Hydrostatic Transmission for Wind Power Generation
Project lead: Kim Stelson, Mechanical Engineering
Goal: To assess the potential economic and technical advantages of using a hydrostatic transmission rather than a mechanical gear box for wind power generators.
Hydrothermal Carbonization of Algae and Agricultural Wastes: Synthetic Bio-coal
Project lead: H. Ted Davis, Chemical Engineering and Materials Science
Goal: To use carbon that has been fixed and sequestered by algae and other plant materials to rapidly and efficiently produce synthetic coal.

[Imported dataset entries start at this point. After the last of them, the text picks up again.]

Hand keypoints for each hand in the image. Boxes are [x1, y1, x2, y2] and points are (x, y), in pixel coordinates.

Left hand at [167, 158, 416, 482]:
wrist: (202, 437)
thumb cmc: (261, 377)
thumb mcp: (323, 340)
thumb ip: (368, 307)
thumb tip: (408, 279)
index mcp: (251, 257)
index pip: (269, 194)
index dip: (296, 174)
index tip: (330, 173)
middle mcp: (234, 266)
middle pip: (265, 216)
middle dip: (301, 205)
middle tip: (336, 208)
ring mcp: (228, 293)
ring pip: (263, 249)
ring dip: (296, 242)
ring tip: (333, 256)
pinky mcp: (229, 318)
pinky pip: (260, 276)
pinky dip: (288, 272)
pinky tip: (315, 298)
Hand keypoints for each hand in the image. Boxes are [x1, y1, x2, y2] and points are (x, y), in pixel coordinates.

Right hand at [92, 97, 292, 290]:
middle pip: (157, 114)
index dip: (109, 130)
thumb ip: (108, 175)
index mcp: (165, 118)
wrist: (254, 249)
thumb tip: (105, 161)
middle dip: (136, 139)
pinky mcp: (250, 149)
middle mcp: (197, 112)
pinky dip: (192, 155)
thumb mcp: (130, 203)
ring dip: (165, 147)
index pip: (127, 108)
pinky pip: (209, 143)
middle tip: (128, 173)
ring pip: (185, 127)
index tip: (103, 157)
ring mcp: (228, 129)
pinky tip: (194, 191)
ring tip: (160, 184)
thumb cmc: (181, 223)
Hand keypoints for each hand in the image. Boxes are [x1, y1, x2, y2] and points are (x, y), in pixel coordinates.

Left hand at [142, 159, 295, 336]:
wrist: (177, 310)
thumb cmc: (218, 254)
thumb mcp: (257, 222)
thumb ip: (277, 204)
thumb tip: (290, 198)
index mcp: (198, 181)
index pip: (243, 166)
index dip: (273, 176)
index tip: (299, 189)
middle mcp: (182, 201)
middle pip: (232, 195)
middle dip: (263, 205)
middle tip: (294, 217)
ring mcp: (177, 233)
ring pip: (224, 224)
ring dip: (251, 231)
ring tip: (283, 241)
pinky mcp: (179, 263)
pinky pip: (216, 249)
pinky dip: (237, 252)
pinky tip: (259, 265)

Improved Energy Production for Large Wind Turbines
Project lead: Gary Balas, Aerospace Engineering and Mechanics
Goal: To study the tradeoffs associated with controlling wind turbines, with the potential impact of enabling the construction of larger, more efficient wind turbines.
Minnesota Microorganisms for Electrical Biocatalysis: Novel Bacteria from Minnesota Habitats that Use Electrodes to Increase Bioproduct Value and Capture Carbon
Project lead: Daniel Bond, Microbiology
Goal: To identify novel bacteria and obtain new models for the study of organisms able to link electricity to biological carbon capture and biocatalysis.
Next Generation Dye-Sensitized Solar Cells
Project lead: David Blank, Chemistry
Goal: Photovoltaic devices convert solar energy into electricity; in order to improve their performance, this project aims to reveal the unknown events that occur immediately after light absorption in dye-sensitized solar cells.
Reduction of Carbon Dioxide to Methane Using Nanostructured Heterojunction Photocatalysts
Project lead: Eray Aydil, Chemical Engineering and Materials Science
Goal: To examine and establish a new class of nanostructured photocatalysts with the aim of converting carbon dioxide and water to methane using sunlight.
State Climate Action Planning: Geography of Regional and National Climate and Renewable Energy Policy
Project lead: Elizabeth Wilson, Humphrey Institute of Public Affairs
Goal: To investigate Minnesota’s greenhouse gas reduction policy and renewable technology choices by analyzing results from 14 state climate action plans facilitated by the Center for Climate Strategies.
Universal Utility Interface for Plug-in Hybrid Electric Vehicles with Vehicle-to-Grid Functionality
Project lead: Ned Mohan, Electrical and Computer Engineering
Goal: To develop a novel interface between a utility and PHEV battery pack in order to demonstrate a complete system with bidirectional power flow capabilities.
Use of Transcriptomics to Identify Lignin-Degrading Enzymes in Fungi
Project lead: Steve Gantt, Plant Biology
Goal: To better understand how lignin is broken down—a process that is vital to converting complex feedstocks to biofuel.